EXERCISE DATA:
****
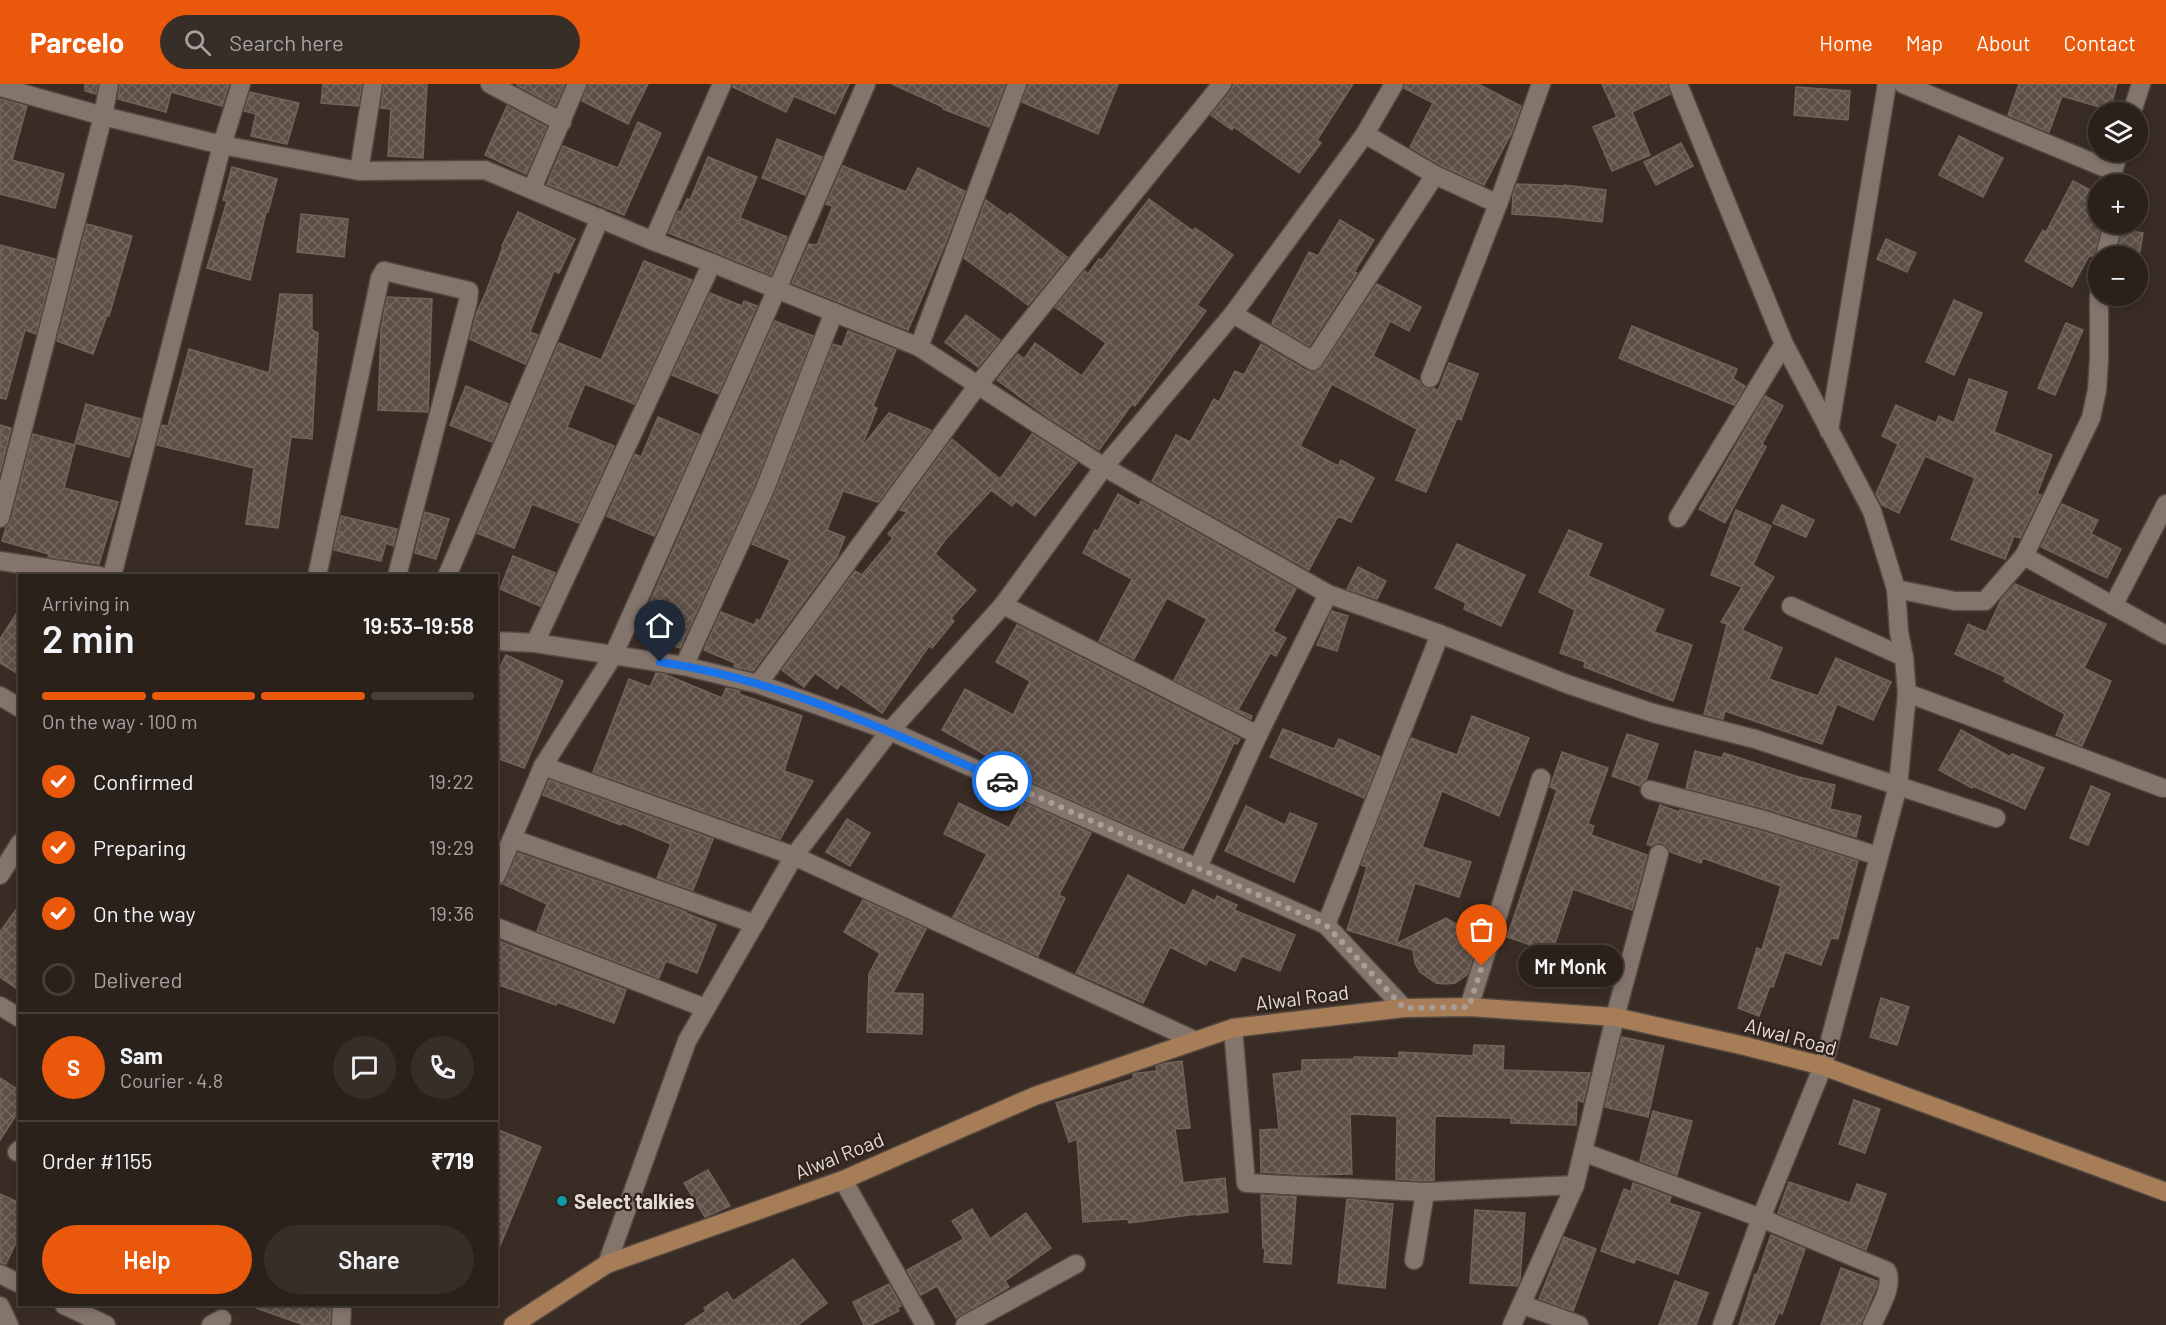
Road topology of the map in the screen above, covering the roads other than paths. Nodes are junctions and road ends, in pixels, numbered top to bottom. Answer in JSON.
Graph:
{"nodes":[{"id":1,"x":109,"y":84,"type":"edge"},
{"id":2,"x":241,"y":84,"type":"edge"},
{"id":3,"x":374,"y":84,"type":"edge"},
{"id":4,"x":490,"y":84,"type":"edge"},
{"id":5,"x":577,"y":84,"type":"edge"},
{"id":6,"x":722,"y":84,"type":"edge"},
{"id":7,"x":866,"y":84,"type":"edge"},
{"id":8,"x":1017,"y":84,"type":"edge"},
{"id":9,"x":1222,"y":84,"type":"edge"},
{"id":10,"x":1541,"y":84,"type":"edge"},
{"id":11,"x":1678,"y":84,"type":"edge"},
{"id":12,"x":1887,"y":84,"type":"edge"},
{"id":13,"x":1903,"y":84,"type":"edge"},
{"id":14,"x":2141,"y":84,"type":"edge"},
{"id":15,"x":1387,"y":86,"type":"edge"},
{"id":16,"x":0,"y":87,"type":"edge"},
{"id":17,"x":2135,"y":102,"type":"edge"},
{"id":18,"x":103,"y":116,"type":"junction"},
{"id":19,"x":562,"y":122,"type":"junction"},
{"id":20,"x":1365,"y":134,"type":"junction"},
{"id":21,"x":222,"y":145,"type":"junction"},
{"id":22,"x":359,"y":171,"type":"junction"},
{"id":23,"x":2104,"y":174,"type":"edge"},
{"id":24,"x":1435,"y":175,"type":"junction"},
{"id":25,"x":532,"y":189,"type":"junction"},
{"id":26,"x":1498,"y":204,"type":"junction"},
{"id":27,"x":600,"y":218,"type":"junction"},
{"id":28,"x":653,"y":241,"type":"junction"},
{"id":29,"x":712,"y":263,"type":"junction"},
{"id":30,"x":777,"y":290,"type":"junction"},
{"id":31,"x":2099,"y":306,"type":"edge"},
{"id":32,"x":834,"y":312,"type":"junction"},
{"id":33,"x":1233,"y":314,"type":"junction"},
{"id":34,"x":1784,"y":344,"type":"junction"},
{"id":35,"x":919,"y":347,"type":"junction"},
{"id":36,"x":1430,"y":378,"type":"dead end"},
{"id":37,"x":978,"y":385,"type":"junction"},
{"id":38,"x":1829,"y":431,"type":"junction"},
{"id":39,"x":1104,"y":467,"type":"junction"},
{"id":40,"x":2166,"y":504,"type":"edge"},
{"id":41,"x":0,"y":518,"type":"edge"},
{"id":42,"x":1678,"y":518,"type":"dead end"},
{"id":43,"x":2024,"y":556,"type":"junction"},
{"id":44,"x":0,"y":561,"type":"edge"},
{"id":45,"x":87,"y":574,"type":"edge"},
{"id":46,"x":113,"y":574,"type":"edge"},
{"id":47,"x":317,"y":574,"type":"edge"},
{"id":48,"x":398,"y":574,"type":"edge"},
{"id":49,"x":448,"y":574,"type":"edge"},
{"id":50,"x":1896,"y":589,"type":"junction"},
{"id":51,"x":1328,"y":594,"type":"junction"},
{"id":52,"x":1003,"y":605,"type":"junction"},
{"id":53,"x":1791,"y":606,"type":"dead end"},
{"id":54,"x":2113,"y":606,"type":"junction"},
{"id":55,"x":1440,"y":634,"type":"junction"},
{"id":56,"x":2166,"y":634,"type":"edge"},
{"id":57,"x":498,"y":641,"type":"edge"},
{"id":58,"x":535,"y":643,"type":"junction"},
{"id":59,"x":613,"y":656,"type":"junction"},
{"id":60,"x":1904,"y":657,"type":"junction"},
{"id":61,"x":684,"y":666,"type":"junction"},
{"id":62,"x":758,"y":684,"type":"junction"},
{"id":63,"x":1907,"y":693,"type":"junction"},
{"id":64,"x":0,"y":696,"type":"edge"},
{"id":65,"x":18,"y":707,"type":"edge"},
{"id":66,"x":890,"y":731,"type":"junction"},
{"id":67,"x":1258,"y":735,"type":"junction"},
{"id":68,"x":543,"y":765,"type":"junction"},
{"id":69,"x":1540,"y":778,"type":"dead end"},
{"id":70,"x":1898,"y":786,"type":"junction"},
{"id":71,"x":2163,"y":788,"type":"dead end"},
{"id":72,"x":1650,"y":790,"type":"dead end"},
{"id":73,"x":1996,"y":818,"type":"dead end"},
{"id":74,"x":513,"y":839,"type":"junction"},
{"id":75,"x":18,"y":846,"type":"edge"},
{"id":76,"x":1659,"y":854,"type":"dead end"},
{"id":77,"x":794,"y":856,"type":"junction"},
{"id":78,"x":1878,"y":856,"type":"junction"},
{"id":79,"x":1198,"y":867,"type":"junction"},
{"id":80,"x":498,"y":872,"type":"edge"},
{"id":81,"x":0,"y":875,"type":"edge"},
{"id":82,"x":755,"y":924,"type":"junction"},
{"id":83,"x":1326,"y":925,"type":"junction"},
{"id":84,"x":498,"y":928,"type":"edge"},
{"id":85,"x":0,"y":1006,"type":"edge"},
{"id":86,"x":1469,"y":1007,"type":"junction"},
{"id":87,"x":705,"y":1008,"type":"junction"},
{"id":88,"x":1404,"y":1008,"type":"junction"},
{"id":89,"x":18,"y":1017,"type":"edge"},
{"id":90,"x":1615,"y":1017,"type":"junction"},
{"id":91,"x":1233,"y":1028,"type":"junction"},
{"id":92,"x":1194,"y":1040,"type":"junction"},
{"id":93,"x":1823,"y":1066,"type":"junction"},
{"id":94,"x":1583,"y":1152,"type":"junction"},
{"id":95,"x":843,"y":1180,"type":"junction"},
{"id":96,"x":1575,"y":1185,"type":"junction"},
{"id":97,"x":1425,"y":1192,"type":"junction"},
{"id":98,"x":2166,"y":1192,"type":"edge"},
{"id":99,"x":1761,"y":1218,"type":"junction"},
{"id":100,"x":1414,"y":1260,"type":"dead end"},
{"id":101,"x":607,"y":1264,"type":"junction"},
{"id":102,"x":1076,"y":1264,"type":"dead end"},
{"id":103,"x":0,"y":1274,"type":"edge"},
{"id":104,"x":18,"y":1283,"type":"edge"},
{"id":105,"x":1522,"y":1305,"type":"junction"},
{"id":106,"x":0,"y":1306,"type":"edge"},
{"id":107,"x":66,"y":1306,"type":"edge"},
{"id":108,"x":342,"y":1306,"type":"edge"},
{"id":109,"x":9,"y":1325,"type":"edge"},
{"id":110,"x":106,"y":1325,"type":"edge"},
{"id":111,"x":341,"y":1325,"type":"edge"},
{"id":112,"x":513,"y":1325,"type":"edge"},
{"id":113,"x":925,"y":1325,"type":"edge"},
{"id":114,"x":965,"y":1325,"type":"edge"},
{"id":115,"x":1512,"y":1325,"type":"edge"},
{"id":116,"x":1579,"y":1325,"type":"edge"},
{"id":117,"x":1722,"y":1325,"type":"edge"},
{"id":118,"x":1872,"y":1325,"type":"edge"}],
"edges":[{"from":1,"to":18,"type":"street"},
{"from":2,"to":21,"type":"street"},
{"from":3,"to":22,"type":"street"},
{"from":4,"to":19,"type":"street"},
{"from":5,"to":19,"type":"street"},
{"from":6,"to":28,"type":"street"},
{"from":7,"to":30,"type":"street"},
{"from":8,"to":35,"type":"street"},
{"from":9,"to":37,"type":"street"},
{"from":10,"to":26,"type":"street"},
{"from":11,"to":34,"type":"street"},
{"from":12,"to":38,"type":"street"},
{"from":13,"to":23,"type":"street"},
{"from":14,"to":17,"type":"street"},
{"from":15,"to":20,"type":"street"},
{"from":16,"to":18,"type":"street"},
{"from":18,"to":21,"type":"street"},
{"from":18,"to":41,"type":"street"},
{"from":19,"to":25,"type":"street"},
{"from":20,"to":24,"type":"street"},
{"from":20,"to":33,"type":"street"},
{"from":21,"to":22,"type":"street"},
{"from":21,"to":46,"type":"street"},
{"from":22,"to":25,"type":"street"},
{"from":24,"to":26,"type":"street"},
{"from":24,"to":33,"type":"street"},
{"from":25,"to":27,"type":"street"},
{"from":26,"to":36,"type":"street"},
{"from":27,"to":28,"type":"street"},
{"from":27,"to":49,"type":"street"},
{"from":28,"to":29,"type":"street"},
{"from":29,"to":30,"type":"street"},
{"from":29,"to":58,"type":"street"},
{"from":30,"to":32,"type":"street"},
{"from":30,"to":59,"type":"street"},
{"from":31,"to":43,"type":"street"},
{"from":32,"to":35,"type":"street"},
{"from":32,"to":61,"type":"street"},
{"from":33,"to":39,"type":"street"},
{"from":34,"to":38,"type":"street"},
{"from":34,"to":42,"type":"street"},
{"from":35,"to":37,"type":"street"},
{"from":37,"to":39,"type":"street"},
{"from":37,"to":62,"type":"street"},
{"from":38,"to":50,"type":"street"},
{"from":39,"to":51,"type":"street"},
{"from":39,"to":52,"type":"street"},
{"from":40,"to":54,"type":"street"},
{"from":43,"to":50,"type":"street"},
{"from":43,"to":54,"type":"street"},
{"from":44,"to":45,"type":"street"},
{"from":47,"to":48,"type":"street"},
{"from":50,"to":60,"type":"street"},
{"from":51,"to":55,"type":"street"},
{"from":51,"to":67,"type":"street"},
{"from":52,"to":66,"type":"street"},
{"from":52,"to":67,"type":"street"},
{"from":53,"to":60,"type":"street"},
{"from":54,"to":56,"type":"street"},
{"from":55,"to":70,"type":"street"},
{"from":55,"to":83,"type":"street"},
{"from":57,"to":58,"type":"street"},
{"from":58,"to":59,"type":"street"},
{"from":59,"to":61,"type":"street"},
{"from":59,"to":68,"type":"street"},
{"from":60,"to":63,"type":"street"},
{"from":61,"to":62,"type":"street"},
{"from":62,"to":66,"type":"street"},
{"from":63,"to":70,"type":"street"},
{"from":63,"to":71,"type":"street"},
{"from":64,"to":65,"type":"street"},
{"from":66,"to":77,"type":"street"},
{"from":66,"to":79,"type":"street"},
{"from":67,"to":79,"type":"street"},
{"from":68,"to":74,"type":"street"},
{"from":68,"to":77,"type":"street"},
{"from":69,"to":86,"type":"street"},
{"from":70,"to":73,"type":"street"},
{"from":70,"to":78,"type":"street"},
{"from":72,"to":78,"type":"street"},
{"from":74,"to":80,"type":"street"},
{"from":74,"to":82,"type":"street"},
{"from":75,"to":81,"type":"street"},
{"from":76,"to":90,"type":"street"},
{"from":77,"to":82,"type":"street"},
{"from":77,"to":92,"type":"street"},
{"from":78,"to":93,"type":"street"},
{"from":79,"to":83,"type":"street"},
{"from":82,"to":87,"type":"street"},
{"from":83,"to":88,"type":"street"},
{"from":84,"to":87,"type":"street"},
{"from":85,"to":89,"type":"street"},
{"from":86,"to":88,"type":"main road","name":"Alwal Road"},
{"from":86,"to":90,"type":"main road","name":"Alwal Road"},
{"from":87,"to":101,"type":"street"},
{"from":88,"to":91,"type":"main road","name":"Alwal Road"},
{"from":90,"to":93,"type":"main road","name":"Alwal Road"},
{"from":90,"to":94,"type":"street"},
{"from":91,"to":92,"type":"main road","name":"Alwal Road"},
{"from":91,"to":97,"type":"street"},
{"from":92,"to":95,"type":"main road","name":"Alwal Road"},
{"from":93,"to":98,"type":"main road","name":"Alwal Road"},
{"from":93,"to":99,"type":"street"},
{"from":94,"to":96,"type":"street"},
{"from":94,"to":99,"type":"street"},
{"from":95,"to":101,"type":"main road","name":"Alwal Road"},
{"from":95,"to":113,"type":"street"},
{"from":96,"to":97,"type":"street"},
{"from":96,"to":105,"type":"street"},
{"from":97,"to":100,"type":"street"},
{"from":99,"to":117,"type":"street"},
{"from":99,"to":118,"type":"street"},
{"from":101,"to":112,"type":"main road","name":"Alwal Road"},
{"from":102,"to":114,"type":"street"},
{"from":103,"to":104,"type":"street"},
{"from":105,"to":115,"type":"street"},
{"from":105,"to":116,"type":"street"},
{"from":106,"to":109,"type":"street"},
{"from":107,"to":110,"type":"street"},
{"from":108,"to":111,"type":"street"}]}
****
TASK STATEMENT:
How many lines in the entries include "dead"? Only the number is wanted.

TASK OUTPUT:
10